Stop the /cyclic/ garbage-collection algorithm from running for as
long as it remains disabled. Most garbage collection in Python, in
typical applications most of the time, is done by reference counting,
and /that/ can never be disabled. Reference counting alone is not
strong enough to detect trash objects in cycles (like A points to B
and B points to A and nothing else points to either; they're
unreachable trash then, but the reference count on each remains 1).
The `gc` module controls cyclic garbage collection, which is a
distinct subsystem used to find and reclaim the trash cycles reference
counting can't find on its own.
> Will calling gc.enable() put things in good shape? Will all objects created while
> the garbage collector was off now be un-collectable?

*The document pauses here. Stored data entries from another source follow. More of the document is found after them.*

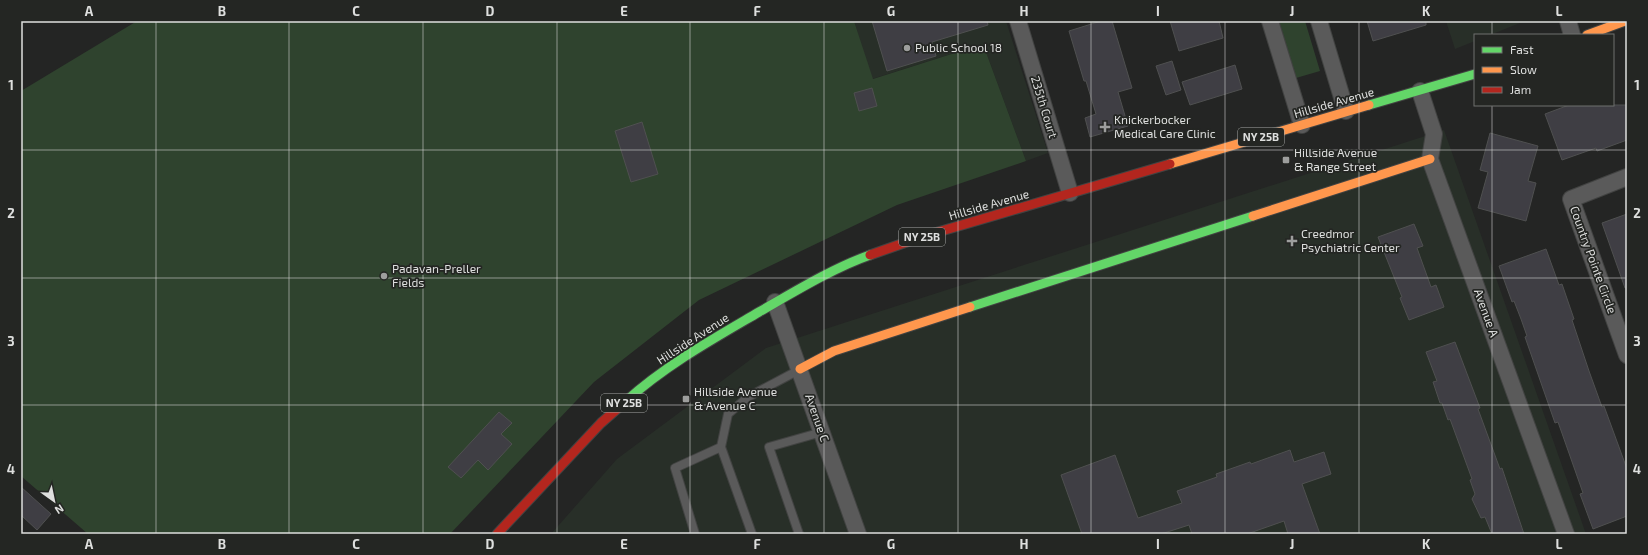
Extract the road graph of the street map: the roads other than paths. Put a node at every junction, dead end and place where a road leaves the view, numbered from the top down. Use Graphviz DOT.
graph roads {
  1 [pos="1018,21"];
  2 [pos="1270,21"];
  3 [pos="1319,21"];
  4 [pos="1568,21"];
  5 [pos="1625,21"];
  6 [pos="1572,34"];
  7 [pos="1590,34"];
  8 [pos="1474,74"];
  9 [pos="1420,91"];
  10 [pos="1346,111"];
  11 [pos="1302,125"];
  12 [pos="1430,159"];
  13 [pos="1627,178"];
  14 [pos="1070,193"];
  15 [pos="775,302"];
  16 [pos="1627,355"];
  17 [pos="800,369"];
  18 [pos="822,432"];
  19 [pos="721,447"];
  20 [pos="497,534"];
  21 [pos="695,534"];
  22 [pos="752,534"];
  23 [pos="799,534"];
  24 [pos="858,534"];
  25 [pos="1566,534"];
  1 -- 14 [label="street, 235th Court"];
  2 -- 11 [label="street"];
  3 -- 10 [label="street"];
  4 -- 6 [label="street"];
  5 -- 7 [label="main road"];
  8 -- 9 [label="main road, Hillside Avenue / NY 25B"];
  9 -- 10 [label="main road, Hillside Avenue / NY 25B"];
  9 -- 12 [label="street, Avenue A"];
  10 -- 11 [label="main road, Hillside Avenue / NY 25B"];
  11 -- 14 [label="main road, Hillside Avenue / NY 25B"];
  12 -- 17 [label="main road"];
  12 -- 25 [label="street, Avenue A"];
  13 -- 16 [label="street, Country Pointe Circle"];
  14 -- 15 [label="main road, Hillside Avenue / NY 25B"];
  15 -- 17 [label="street, Avenue C"];
  15 -- 20 [label="main road, Hillside Avenue / NY 25B"];
  17 -- 18 [label="street, Avenue C"];
  17 -- 19 [label="lane"];
  18 -- 23 [label="lane"];
  18 -- 24 [label="street, Avenue C"];
  19 -- 21 [label="lane"];
  19 -- 22 [label="lane"];
}
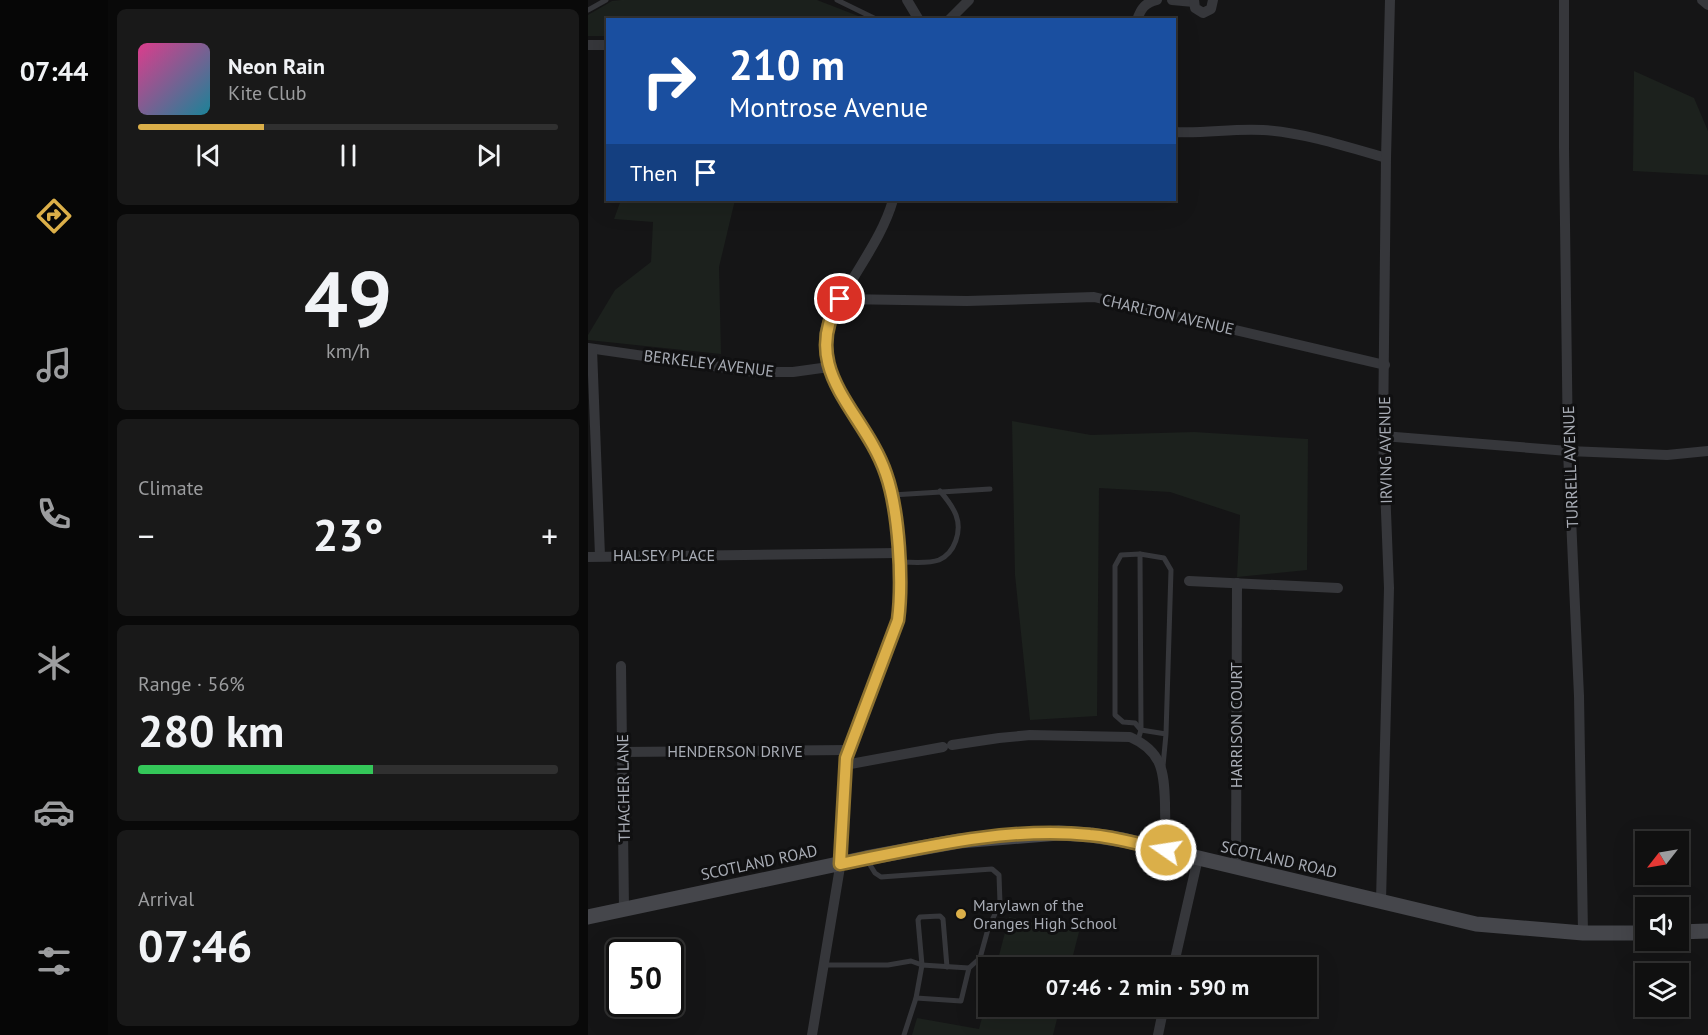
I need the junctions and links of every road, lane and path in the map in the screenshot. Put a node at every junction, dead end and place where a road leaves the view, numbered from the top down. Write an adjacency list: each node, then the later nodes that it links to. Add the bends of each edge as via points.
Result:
1 (606, 0): 13 (lane)
2 (837, 0): 14 (lane)
3 (907, 0): 15 (street)
4 (969, 0): 16 (street)
5 (1157, 0): 17 (street, via 1142,7)
6 (1172, 0): 11 (street)
7 (1213, 0): 11 (street, via 1211,9 1203,13)
8 (1390, 0): 21 (street, IRVING AVENUE)
9 (1564, 0): 28 (street, TURRELL AVENUE)
10 (1702, 0): 12 (street)
11 (1194, 1)
12 (1708, 5)
13 (588, 10)
14 (874, 18)
15 (918, 18)
16 (951, 18)
17 (1138, 18)
18 (588, 45): 19 (street)
19 (606, 45)
20 (1176, 132): 21 (street, via 1239,129 1286,132)
21 (1386, 158): 25 (street, IRVING AVENUE)
22 (893, 201): 23 (street, via 874,244)
23 (840, 299): 25 (street, CHARLTON AVENUE, via 1094,297); 26 (street, via 824,339)
24 (590, 349): 26 (street, BERKELEY AVENUE, via 755,372); 34 (street, HALSEY PLACE)
25 (1385, 365): 27 (street, IRVING AVENUE)
26 (829, 367): 32 (street, via 843,399 880,458)
27 (1383, 436): 28 (street); 52 (street, IRVING AVENUE, via 1389,588)
28 (1569, 451): 29 (street, via 1667,455); 57 (street, TURRELL AVENUE)
29 (1708, 451)
30 (990, 489): 31 (lane)
31 (940, 491): 32 (lane); 36 (lane, via 957,516 951,552 936,561)
32 (892, 495): 36 (street)
33 (1140, 554): 41 (lane, via 1164,558 1171,570); 42 (lane); 42 (lane, via 1121,555 1115,566 1115,715 1123,722 1135,723)
34 (600, 556): 35 (street); 36 (street, HALSEY PLACE)
35 (588, 557)
36 (899, 558): 43 (street, via 898,620)
37 (1189, 581): 38 (street)
38 (1237, 583): 39 (street); 51 (street, HARRISON COURT)
39 (1338, 588)
40 (621, 666): 44 (street, THACHER LANE)
41 (1166, 734): 42 (lane); 46 (lane)
42 (1140, 735): 45 (street, via 999,738); 46 (street)
43 (849, 750): 44 (street, HENDERSON DRIVE); 45 (street)
44 (622, 752): 53 (street, THACHER LANE)
45 (845, 765): 50 (street)
46 (1162, 768): 47 (street)
47 (1166, 850): 48 (main road, SCOTLAND ROAD, via 1091,835 1059,833 958,841); 49 (main road, SCOTLAND ROAD)
48 (866, 858): 50 (main road, SCOTLAND ROAD); 63 (lane, via 881,877 992,869 997,872 1000,903 980,958)
49 (1198, 858): 51 (main road, SCOTLAND ROAD); 59 (street)
50 (840, 864): 53 (main road, SCOTLAND ROAD); 60 (street)
51 (1236, 867): 52 (main road, SCOTLAND ROAD)
52 (1381, 900): 57 (main road, SCOTLAND ROAD, via 1476,924)
53 (624, 909): 54 (main road, SCOTLAND ROAD)
54 (588, 917)
55 (1708, 931): 56 (main road)
56 (1689, 932)
57 (1583, 933): 58 (main road, SCOTLAND ROAD)
58 (1635, 933)
59 (1176, 957)
60 (824, 965): 61 (lane, via 911,961); 66 (street)
61 (922, 965): 62 (lane); 62 (lane, via 918,920 940,916); 64 (lane)
62 (947, 967): 63 (lane)
63 (969, 968): 64 (lane, via 962,1001)
64 (916, 998): 67 (lane)
65 (1162, 1017): 68 (street)
66 (812, 1035)
67 (904, 1035)
68 (1158, 1035)

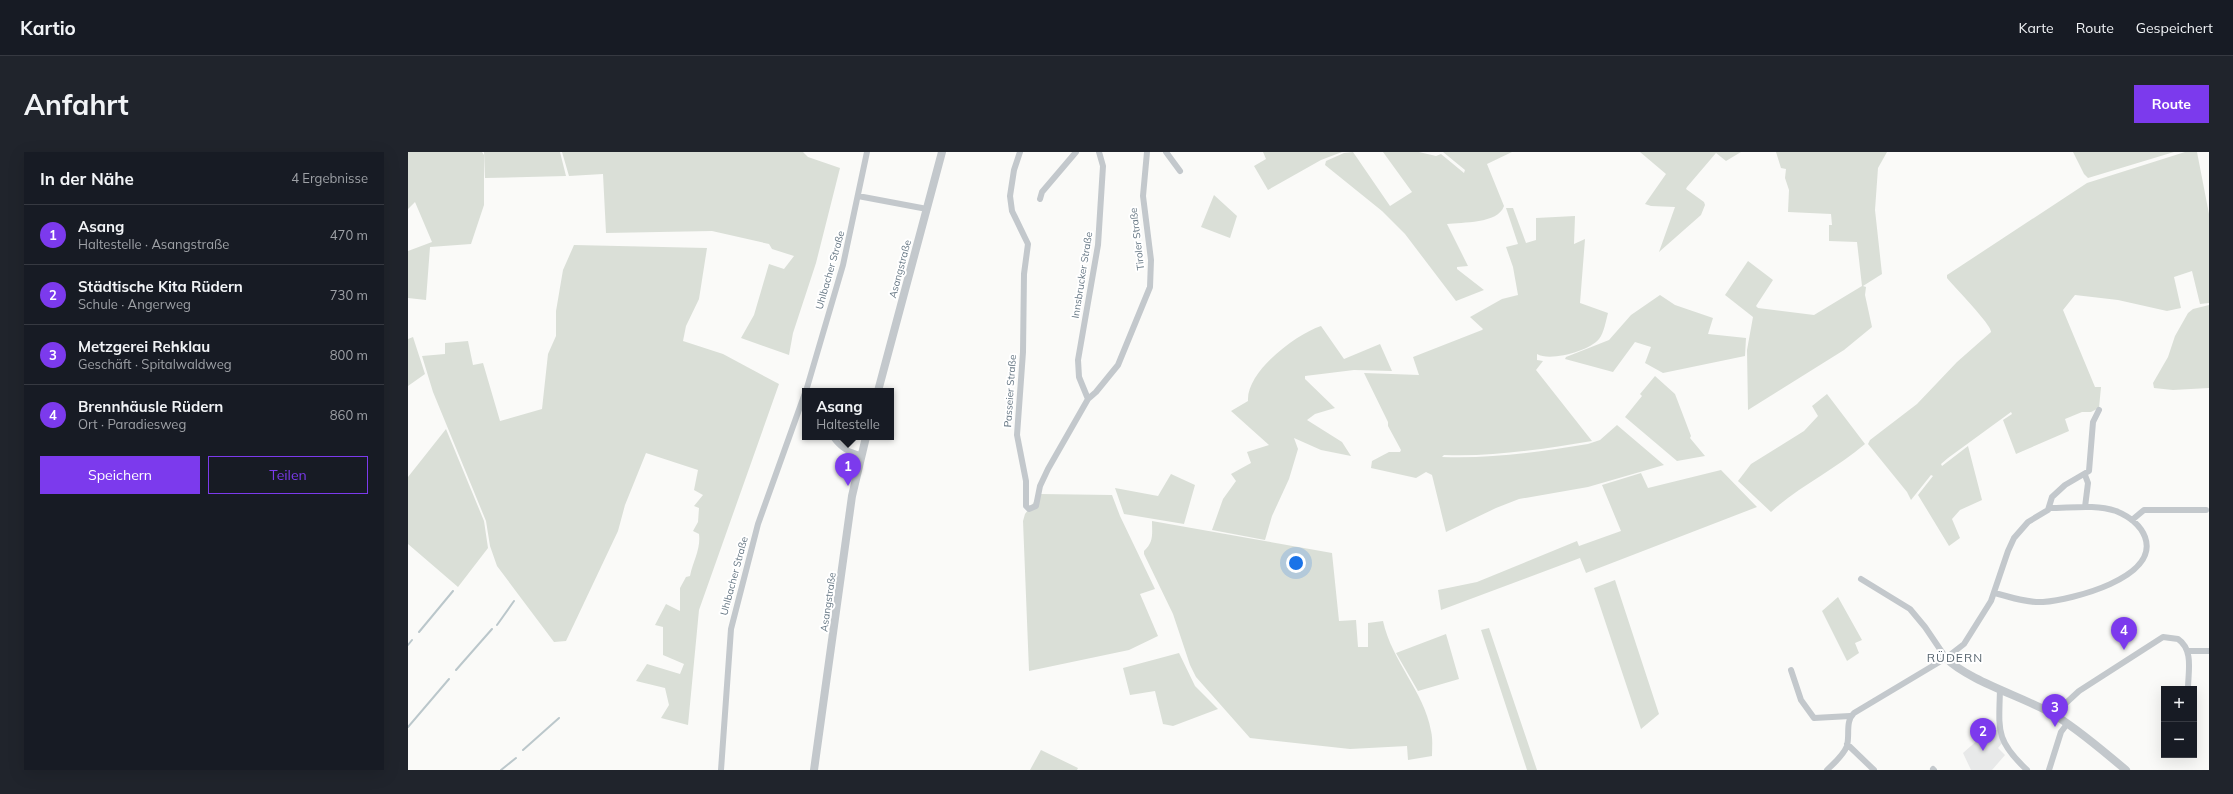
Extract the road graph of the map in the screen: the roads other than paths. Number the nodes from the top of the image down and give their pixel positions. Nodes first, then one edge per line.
1 (867, 152) edge
2 (942, 152) edge
3 (1020, 152) edge
4 (1076, 152) edge
5 (1099, 152) edge
6 (1147, 152) edge
7 (1166, 152) edge
8 (1180, 171) dead end
9 (858, 196) junction
10 (1040, 199) dead end
11 (927, 209) junction
12 (1118, 365) joint
13 (807, 388) edge
14 (879, 388) edge
15 (1088, 399) junction
16 (802, 402) edge
17 (2099, 410) dead end
18 (835, 440) edge
19 (865, 440) edge
20 (861, 455) junction
21 (2085, 475) junction
22 (2049, 508) junction
23 (2084, 508) junction
24 (2206, 510) dead end
25 (2132, 520) junction
26 (1861, 579) dead end
27 (1995, 592) junction
28 (2187, 651) junction
29 (2209, 651) edge
30 (1946, 658) junction
31 (1791, 670) dead end
32 (2188, 686) edge
33 (2000, 689) junction
34 (1850, 716) junction
35 (2059, 717) junction
36 (2067, 724) junction
37 (1847, 744) junction
38 (721, 770) edge
39 (814, 770) edge
40 (1827, 770) edge
41 (1874, 770) edge
42 (2027, 770) edge
43 (2049, 770) edge
44 (2126, 770) edge

1 - 9 street, Uhlbacher Straße
2 - 11 street, Asangstraße
3 - 15 street, Passeier Straße
4 - 10 street
5 - 15 street, Innsbrucker Straße
6 - 12 street, Tiroler Straße
7 - 8 street
9 - 11 street
9 - 13 street, Uhlbacher Straße
11 - 14 street, Asangstraße
12 - 15 street, Passeier Straße
16 - 38 street, Uhlbacher Straße
17 - 21 street
18 - 20 street
19 - 20 street, Asangstraße
20 - 39 street, Asangstraße
21 - 22 street
21 - 23 street
22 - 23 street
22 - 27 street
23 - 25 street
24 - 25 street
25 - 27 street
26 - 30 street
27 - 30 street
28 - 29 street
28 - 32 street
28 - 35 street
30 - 33 street
30 - 34 street
31 - 34 street
33 - 35 street
33 - 42 street
34 - 37 street
35 - 36 street
36 - 43 street
36 - 44 street
37 - 40 street
37 - 41 street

No. It has no effect except to /suspend/ running the cyclic gc
subsystem for the duration. Trash related to cycles will pile up for
the duration. That's all.
> I'm extremely wary of this solution, as I think anyone would be. I don't want a
> suddenly super-leaky app.
As above, most garbage should continue to get collected regardless.
> Comments? Suggestions? (I know, I know, avoid threads...if only I could)
Nothing wrong with threads. My only suggestion is to dig deeper into
/why/ something goes wrong when cyclic gc is enabled. That smells of
a serious bug, so that disabling cyclic gc is just papering over a
symptom of a problem that will come back to bite you later. For
example, if some piece of code in an extension module isn't
incrementing reference counts when it should, that could /fool/ cyclic
gc into believing an object is trash /while/ the extension module
believes it has a valid pointer to it. If so, that would be a serious
bug in the extension module. Enabling cyclic gc should not create
problems for any correctly written C code.